§ **Brief**:
Whenever the word "بلوار" turns up in a line of the data below, copy that line.

===== Information shown

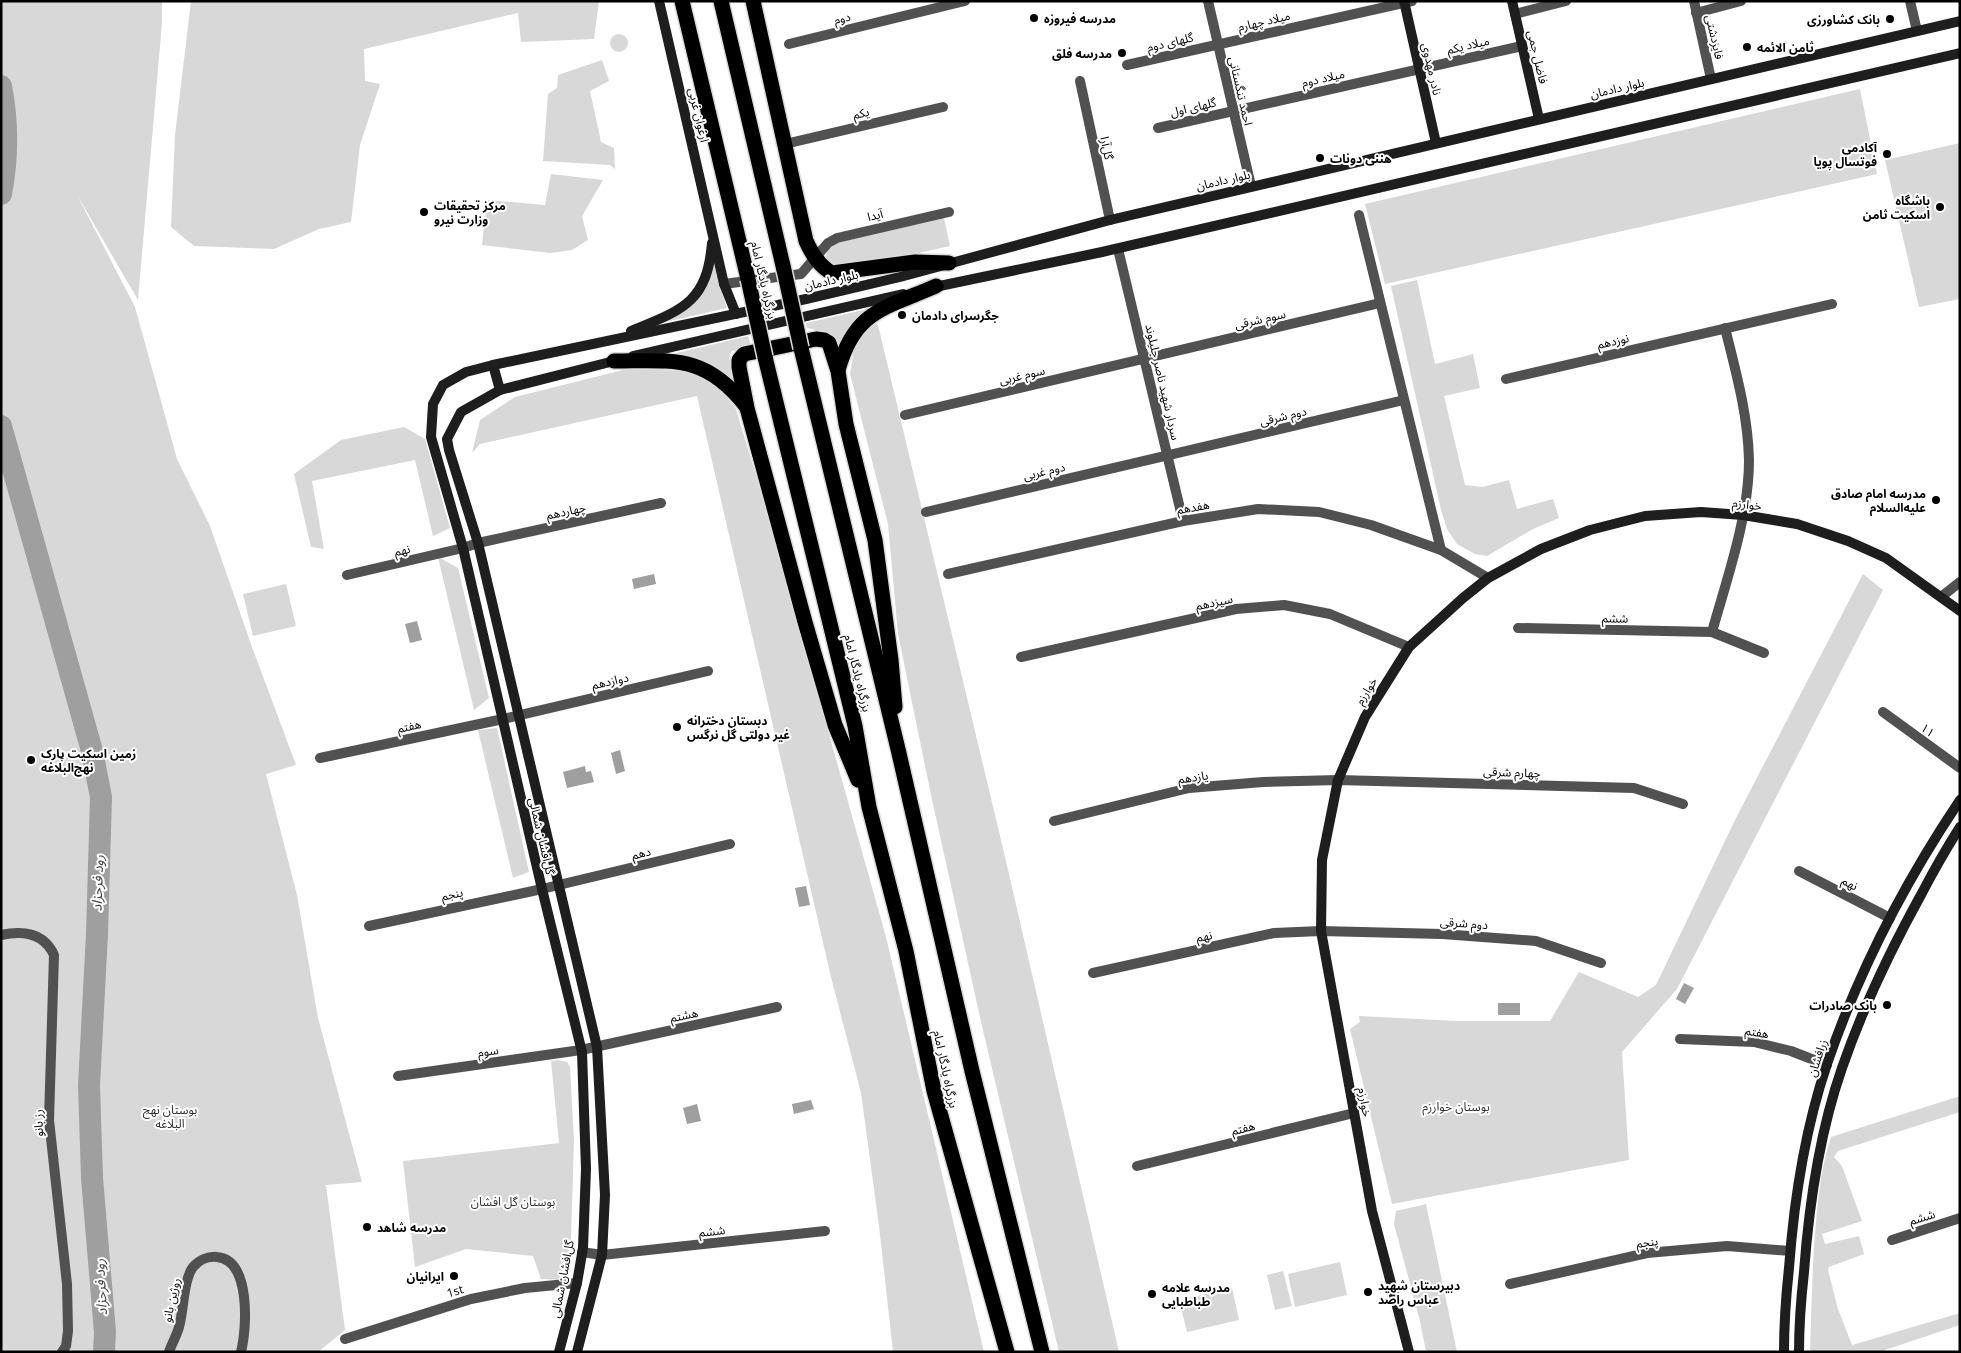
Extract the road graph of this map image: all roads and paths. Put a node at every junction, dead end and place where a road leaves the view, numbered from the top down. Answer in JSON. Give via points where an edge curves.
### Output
{"nodes":[{"id":1,"x":660,"y":1,"type":"edge"},
{"id":2,"x":682,"y":1,"type":"edge"},
{"id":3,"x":721,"y":1,"type":"edge"},
{"id":4,"x":753,"y":1,"type":"edge"},
{"id":5,"x":965,"y":1,"type":"edge"},
{"id":6,"x":1208,"y":1,"type":"edge"},
{"id":7,"x":1512,"y":1,"type":"edge"},
{"id":8,"x":1566,"y":1,"type":"edge"},
{"id":9,"x":1694,"y":1,"type":"edge"},
{"id":10,"x":1741,"y":1,"type":"edge"},
{"id":11,"x":1910,"y":1,"type":"edge"},
{"id":12,"x":1407,"y":2,"type":"edge"},
{"id":13,"x":929,"y":5,"type":"edge"},
{"id":14,"x":1696,"y":13,"type":"junction"},
{"id":15,"x":1515,"y":14,"type":"junction"},
{"id":16,"x":1960,"y":21,"type":"edge"},
{"id":17,"x":1917,"y":31,"type":"junction"},
{"id":18,"x":789,"y":44,"type":"dead end"},
{"id":19,"x":1218,"y":45,"type":"junction"},
{"id":20,"x":1522,"y":46,"type":"junction"},
{"id":21,"x":1960,"y":53,"type":"edge"},
{"id":22,"x":1127,"y":65,"type":"dead end"},
{"id":23,"x":1419,"y":69,"type":"junction"},
{"id":24,"x":1711,"y":79,"type":"junction"},
{"id":25,"x":1080,"y":81,"type":"dead end"},
{"id":26,"x":944,"y":107,"type":"dead end"},
{"id":27,"x":1233,"y":111,"type":"junction"},
{"id":28,"x":1539,"y":119,"type":"junction"},
{"id":29,"x":1158,"y":128,"type":"dead end"},
{"id":30,"x":1436,"y":143,"type":"junction"},
{"id":31,"x":785,"y":144,"type":"junction"},
{"id":32,"x":1251,"y":186,"type":"junction"},
{"id":33,"x":949,"y":212,"type":"dead end"},
{"id":34,"x":1359,"y":216,"type":"dead end"},
{"id":35,"x":1110,"y":220,"type":"junction"},
{"id":36,"x":713,"y":234,"type":"junction"},
{"id":37,"x":1118,"y":249,"type":"junction"},
{"id":38,"x":816,"y":259,"type":"junction"},
{"id":39,"x":949,"y":263,"type":"junction"},
{"id":40,"x":724,"y":284,"type":"junction"},
{"id":41,"x":936,"y":286,"type":"junction"},
{"id":42,"x":1380,"y":303,"type":"junction"},
{"id":43,"x":1832,"y":304,"type":"dead end"},
{"id":44,"x":736,"y":314,"type":"junction"},
{"id":45,"x":1725,"y":328,"type":"junction"},
{"id":46,"x":611,"y":339,"type":"junction"},
{"id":47,"x":1145,"y":359,"type":"junction"},
{"id":48,"x":614,"y":361,"type":"junction"},
{"id":49,"x":493,"y":365,"type":"junction"},
{"id":50,"x":838,"y":371,"type":"junction"},
{"id":51,"x":1506,"y":379,"type":"dead end"},
{"id":52,"x":500,"y":390,"type":"junction"},
{"id":53,"x":1404,"y":400,"type":"junction"},
{"id":54,"x":748,"y":408,"type":"junction"},
{"id":55,"x":905,"y":414,"type":"dead end"},
{"id":56,"x":1168,"y":456,"type":"junction"},
{"id":57,"x":661,"y":503,"type":"dead end"},
{"id":58,"x":926,"y":512,"type":"dead end"},
{"id":59,"x":1743,"y":515,"type":"junction"},
{"id":60,"x":1183,"y":521,"type":"junction"},
{"id":61,"x":478,"y":543,"type":"junction"},
{"id":62,"x":463,"y":548,"type":"junction"},
{"id":63,"x":1441,"y":550,"type":"junction"},
{"id":64,"x":948,"y":574,"type":"dead end"},
{"id":65,"x":347,"y":575,"type":"dead end"},
{"id":66,"x":1488,"y":578,"type":"junction"},
{"id":67,"x":1960,"y":582,"type":"edge"},
{"id":68,"x":1941,"y":597,"type":"junction"},
{"id":69,"x":1960,"y":612,"type":"edge"},
{"id":70,"x":1518,"y":628,"type":"dead end"},
{"id":71,"x":1712,"y":632,"type":"junction"},
{"id":72,"x":1409,"y":647,"type":"junction"},
{"id":73,"x":1764,"y":653,"type":"dead end"},
{"id":74,"x":1021,"y":658,"type":"dead end"},
{"id":75,"x":708,"y":671,"type":"dead end"},
{"id":76,"x":1882,"y":712,"type":"dead end"},
{"id":77,"x":518,"y":715,"type":"junction"},
{"id":78,"x":503,"y":719,"type":"junction"},
{"id":79,"x":898,"y":749,"type":"junction"},
{"id":80,"x":320,"y":758,"type":"dead end"},
{"id":81,"x":1960,"y":768,"type":"edge"},
{"id":82,"x":1338,"y":780,"type":"junction"},
{"id":83,"x":1960,"y":800,"type":"edge"},
{"id":84,"x":1683,"y":804,"type":"dead end"},
{"id":85,"x":870,"y":807,"type":"junction"},
{"id":86,"x":1054,"y":821,"type":"dead end"},
{"id":87,"x":1960,"y":828,"type":"edge"},
{"id":88,"x":730,"y":844,"type":"dead end"},
{"id":89,"x":1799,"y":871,"type":"dead end"},
{"id":90,"x":559,"y":886,"type":"junction"},
{"id":91,"x":542,"y":889,"type":"junction"},
{"id":92,"x":1890,"y":918,"type":"junction"},
{"id":93,"x":369,"y":926,"type":"dead end"},
{"id":94,"x":1321,"y":931,"type":"junction"},
{"id":95,"x":1,"y":935,"type":"edge"},
{"id":96,"x":1601,"y":963,"type":"dead end"},
{"id":97,"x":1093,"y":972,"type":"dead end"},
{"id":98,"x":777,"y":1007,"type":"dead end"},
{"id":99,"x":1680,"y":1039,"type":"dead end"},
{"id":100,"x":597,"y":1047,"type":"junction"},
{"id":101,"x":581,"y":1050,"type":"junction"},
{"id":102,"x":1827,"y":1065,"type":"junction"},
{"id":103,"x":398,"y":1076,"type":"dead end"},
{"id":104,"x":1354,"y":1113,"type":"junction"},
{"id":105,"x":1137,"y":1166,"type":"dead end"},
{"id":106,"x":1960,"y":1218,"type":"edge"},
{"id":107,"x":825,"y":1231,"type":"dead end"},
{"id":108,"x":1892,"y":1240,"type":"dead end"},
{"id":109,"x":1790,"y":1251,"type":"junction"},
{"id":110,"x":582,"y":1252,"type":"junction"},
{"id":111,"x":602,"y":1256,"type":"junction"},
{"id":112,"x":577,"y":1283,"type":"junction"},
{"id":113,"x":1510,"y":1284,"type":"dead end"},
{"id":114,"x":345,"y":1339,"type":"dead end"},
{"id":115,"x":62,"y":1352,"type":"edge"},
{"id":116,"x":169,"y":1352,"type":"edge"},
{"id":117,"x":241,"y":1352,"type":"edge"},
{"id":118,"x":559,"y":1352,"type":"edge"},
{"id":119,"x":577,"y":1352,"type":"edge"},
{"id":120,"x":1007,"y":1352,"type":"edge"},
{"id":121,"x":1042,"y":1352,"type":"edge"},
{"id":122,"x":1409,"y":1352,"type":"edge"},
{"id":123,"x":1784,"y":1352,"type":"edge"},
{"id":124,"x":1799,"y":1352,"type":"edge"}],
"edges":[{"from":1,"to":36,"type":"main road","name":"ارغوان غربی"},
{"from":2,"to":85,"type":"highway","name":"بزرگراه یادگار امام","bridge":true,"via":[[855,726]]},
{"from":3,"to":79,"type":"highway","name":"بزرگراه یادگار امام","bridge":true},
{"from":4,"to":31,"type":"highway"},
{"from":5,"to":13,"type":"street","name":"دوم"},
{"from":6,"to":19,"type":"street","name":"احمد تنگستانی"},
{"from":7,"to":15,"type":"main road","name":"فاضل جمی"},
{"from":8,"to":15,"type":"street"},
{"from":9,"to":14,"type":"street","name":"فایزدشتی"},
{"from":10,"to":14,"type":"street"},
{"from":11,"to":17,"type":"street"},
{"from":12,"to":19,"type":"street","name":"میلاد چهارم"},
{"from":12,"to":23,"type":"main road","name":"نادر مهدوی"},
{"from":13,"to":18,"type":"street","name":"دوم"},
{"from":14,"to":24,"type":"street","name":"فایزدشتی"},
{"from":15,"to":20,"type":"main road","name":"فاضل جمی"},
{"from":16,"to":17,"type":"main road","name":"بلوار دادمان"},
{"from":17,"to":24,"type":"main road","name":"بلوار دادمان"},
{"from":19,"to":22,"type":"street","name":"گلهای دوم"},
{"from":19,"to":27,"type":"street","name":"احمد تنگستانی"},
{"from":20,"to":23,"type":"street","name":"میلاد یکم"},
{"from":20,"to":28,"type":"main road","name":"فاضل جمی"},
{"from":21,"to":37,"type":"main road"},
{"from":23,"to":27,"type":"street","name":"میلاد دوم"},
{"from":23,"to":30,"type":"main road","name":"نادر مهدوی"},
{"from":24,"to":28,"type":"main road","name":"بلوار دادمان"},
{"from":25,"to":35,"type":"street","name":"گل‌آرا"},
{"from":26,"to":31,"type":"street","name":"یکم"},
{"from":27,"to":29,"type":"street","name":"گلهای اول"},
{"from":27,"to":32,"type":"street","name":"احمد تنگستانی"},
{"from":28,"to":30,"type":"main road","name":"بلوار دادمان"},
{"from":30,"to":32,"type":"main road","name":"بلوار دادمان"},
{"from":31,"to":38,"type":"highway","via":[[806,241]]},
{"from":32,"to":35,"type":"main road","name":"بلوار دادمان"},
{"from":33,"to":38,"type":"street","name":"آیدا","via":[[838,238],[828,243]]},
{"from":34,"to":42,"type":"street"},
{"from":35,"to":39,"type":"main road","name":"بلوار دادمان"},
{"from":36,"to":40,"type":"main road","name":"ارغوان غربی"},
{"from":36,"to":46,"type":"main road","name":"ارغوان غربی","via":[[708,272],[695,295],[663,318]]},
{"from":37,"to":41,"type":"main road"},
{"from":37,"to":47,"type":"street","name":"سردار شهید ناصر جلیلوند"},
{"from":38,"to":39,"type":"highway","via":[[832,273],[915,262]]},
{"from":38,"to":40,"type":"street","name":"آیدا","via":[[801,274]]},
{"from":39,"to":44,"type":"main road","name":"بلوار دادمان"},
{"from":40,"to":44,"type":"main road","name":"ارغوان غربی"},
{"from":41,"to":48,"type":"main road"},
{"from":41,"to":50,"type":"highway","via":[[868,316],[851,336]]},
{"from":42,"to":47,"type":"street","name":"سوم شرقی"},
{"from":42,"to":53,"type":"street"},
{"from":43,"to":45,"type":"street","name":"نوزدهم"},
{"from":44,"to":46,"type":"main road","name":"بلوار دادمان"},
{"from":45,"to":51,"type":"street","name":"نوزدهم"},
{"from":45,"to":59,"type":"street","via":[[1744,407],[1749,461]]},
{"from":46,"to":49,"type":"main road","name":"بلوار دادمان"},
{"from":47,"to":55,"type":"street","name":"سوم غربی"},
{"from":47,"to":56,"type":"street","name":"سردار شهید ناصر جلیلوند"},
{"from":48,"to":52,"type":"main road"},
{"from":48,"to":54,"type":"highway","via":[[675,361],[704,368],[724,381]]},
{"from":49,"to":52,"type":"main road"},
{"from":49,"to":62,"type":"main road","name":"گل‌افشان شمالی","via":[[466,372],[443,385],[433,404],[431,437]]},
{"from":50,"to":54,"type":"highway","via":[[829,343],[824,340],[744,354],[739,366]]},
{"from":50,"to":79,"type":"highway","via":[[846,424],[875,540],[891,660]]},
{"from":52,"to":61,"type":"main road","name":"گل‌افشان شمالی","via":[[461,412],[447,439]]},
{"from":53,"to":56,"type":"street","name":"دوم شرقی"},
{"from":53,"to":63,"type":"street"},
{"from":54,"to":85,"type":"highway","via":[[835,725]]},
{"from":56,"to":58,"type":"street","name":"دوم غربی"},
{"from":56,"to":60,"type":"street","name":"سردار شهید ناصر جلیلوند"},
{"from":57,"to":61,"type":"street","name":"چهاردهم"},
{"from":59,"to":66,"type":"main road","name":"خوارزم","via":[[1701,512],[1627,520],[1541,549]]},
{"from":59,"to":68,"type":"main road","name":"خوارزم","via":[[1797,524],[1848,541],[1886,558]]},
{"from":59,"to":71,"type":"street"},
{"from":60,"to":63,"type":"street","name":"هفدهم","via":[[1258,510],[1319,512],[1371,525]]},
{"from":60,"to":64,"type":"street","name":"هفدهم"},
{"from":61,"to":62,"type":"street","name":"چهاردهم"},
{"from":61,"to":77,"type":"main road","name":"گل‌افشان شمالی"},
{"from":62,"to":65,"type":"street","name":"نهم"},
{"from":62,"to":78,"type":"main road","name":"گل‌افشان شمالی"},
{"from":63,"to":66,"type":"street","name":"هفدهم"},
{"from":66,"to":72,"type":"main road","name":"خوارزم"},
{"from":67,"to":68,"type":"street"},
{"from":68,"to":69,"type":"main road","name":"خوارزم"},
{"from":70,"to":71,"type":"street","name":"ششم"},
{"from":71,"to":73,"type":"street","name":"ششم"},
{"from":72,"to":74,"type":"street","name":"سیزدهم","via":[[1330,614],[1284,606],[1236,610]]},
{"from":72,"to":82,"type":"main road","name":"خوارزم","via":[[1365,717]]},
{"from":75,"to":77,"type":"street","name":"دوازدهم"},
{"from":76,"to":81,"type":"street","name":"۱۱"},
{"from":77,"to":78,"type":"street","name":"دوازدهم"},
{"from":77,"to":90,"type":"main road","name":"گل‌افشان شمالی"},
{"from":78,"to":80,"type":"street","name":"هفتم"},
{"from":78,"to":91,"type":"main road","name":"گل‌افشان شمالی"},
{"from":79,"to":121,"type":"highway","name":"بزرگراه یادگار امام","via":[[972,1071]]},
{"from":82,"to":84,"type":"street","name":"چهارم شرقی","via":[[1634,788]]},
{"from":82,"to":86,"type":"street","name":"یازدهم","via":[[1189,788]]},
{"from":82,"to":94,"type":"main road","name":"خوارزم","via":[[1322,860]]},
{"from":83,"to":92,"type":"main road","name":"زرافشان","via":[[1931,842]]},
{"from":85,"to":120,"type":"highway","name":"بزرگراه یادگار امام","via":[[906,951],[934,1091]]},
{"from":87,"to":124,"type":"main road","via":[[1944,850],[1903,925],[1866,1004],[1841,1070],[1820,1147],[1808,1226]]},
{"from":88,"to":90,"type":"street","name":"دهم"},
{"from":89,"to":92,"type":"street","name":"نهم"},
{"from":90,"to":91,"type":"street","name":"دهم"},
{"from":90,"to":100,"type":"main road","name":"گل‌افشان شمالی"},
{"from":91,"to":93,"type":"street","name":"پنجم"},
{"from":91,"to":101,"type":"main road","name":"گل‌افشان شمالی"},
{"from":92,"to":102,"type":"main road","name":"زرافشان","via":[[1852,998]]},
{"from":94,"to":96,"type":"street","name":"دوم شرقی","via":[[1442,934],[1536,941]]},
{"from":94,"to":97,"type":"street","name":"نهم","via":[[1274,933]]},
{"from":94,"to":104,"type":"main road","name":"خوارزم"},
{"from":95,"to":115,"type":"street","name":"رز بانو","via":[[16,932],[33,934],[43,940],[54,955],[49,1120],[67,1284],[68,1331]]},
{"from":98,"to":100,"type":"street","name":"هشتم"},
{"from":99,"to":102,"type":"street","name":"هفتم","via":[[1754,1042]]},
{"from":100,"to":101,"type":"street","name":"هشتم"},
{"from":100,"to":111,"type":"main road","name":"گل‌افشان شمالی","via":[[605,1195]]},
{"from":101,"to":103,"type":"street","name":"سوم"},
{"from":101,"to":110,"type":"main road","name":"گل‌افشان شمالی","via":[[586,1169]]},
{"from":102,"to":109,"type":"main road","name":"زرافشان","via":[[1805,1144]]},
{"from":104,"to":105,"type":"street","name":"هفتم"},
{"from":104,"to":122,"type":"main road","name":"خوارزم","via":[[1372,1211]]},
{"from":106,"to":108,"type":"street","name":"ششم"},
{"from":107,"to":111,"type":"street","name":"ششم"},
{"from":109,"to":113,"type":"street","name":"پنجم","via":[[1727,1246],[1647,1253]]},
{"from":109,"to":123,"type":"main road","name":"زرافشان"},
{"from":110,"to":111,"type":"street","name":"ششم"},
{"from":110,"to":112,"type":"main road","name":"گل‌افشان شمالی"},
{"from":111,"to":119,"type":"main road","name":"گل‌افشان شمالی"},
{"from":112,"to":114,"type":"street","name":"1st","via":[[526,1288],[471,1299]]},
{"from":112,"to":118,"type":"main road","name":"گل‌افشان شمالی"},
{"from":116,"to":117,"type":"street","name":"روژین بانو","via":[[179,1327],[190,1272],[195,1265],[210,1257],[227,1260],[238,1272],[245,1311]]}]}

==========

§ **Solution**:
{"from":16,"to":17,"type":"main road","name":"بلوار دادمان"},
{"from":17,"to":24,"type":"main road","name":"بلوار دادمان"},
{"from":24,"to":28,"type":"main road","name":"بلوار دادمان"},
{"from":28,"to":30,"type":"main road","name":"بلوار دادمان"},
{"from":30,"to":32,"type":"main road","name":"بلوار دادمان"},
{"from":32,"to":35,"type":"main road","name":"بلوار دادمان"},
{"from":35,"to":39,"type":"main road","name":"بلوار دادمان"},
{"from":39,"to":44,"type":"main road","name":"بلوار دادمان"},
{"from":44,"to":46,"type":"main road","name":"بلوار دادمان"},
{"from":46,"to":49,"type":"main road","name":"بلوار دادمان"},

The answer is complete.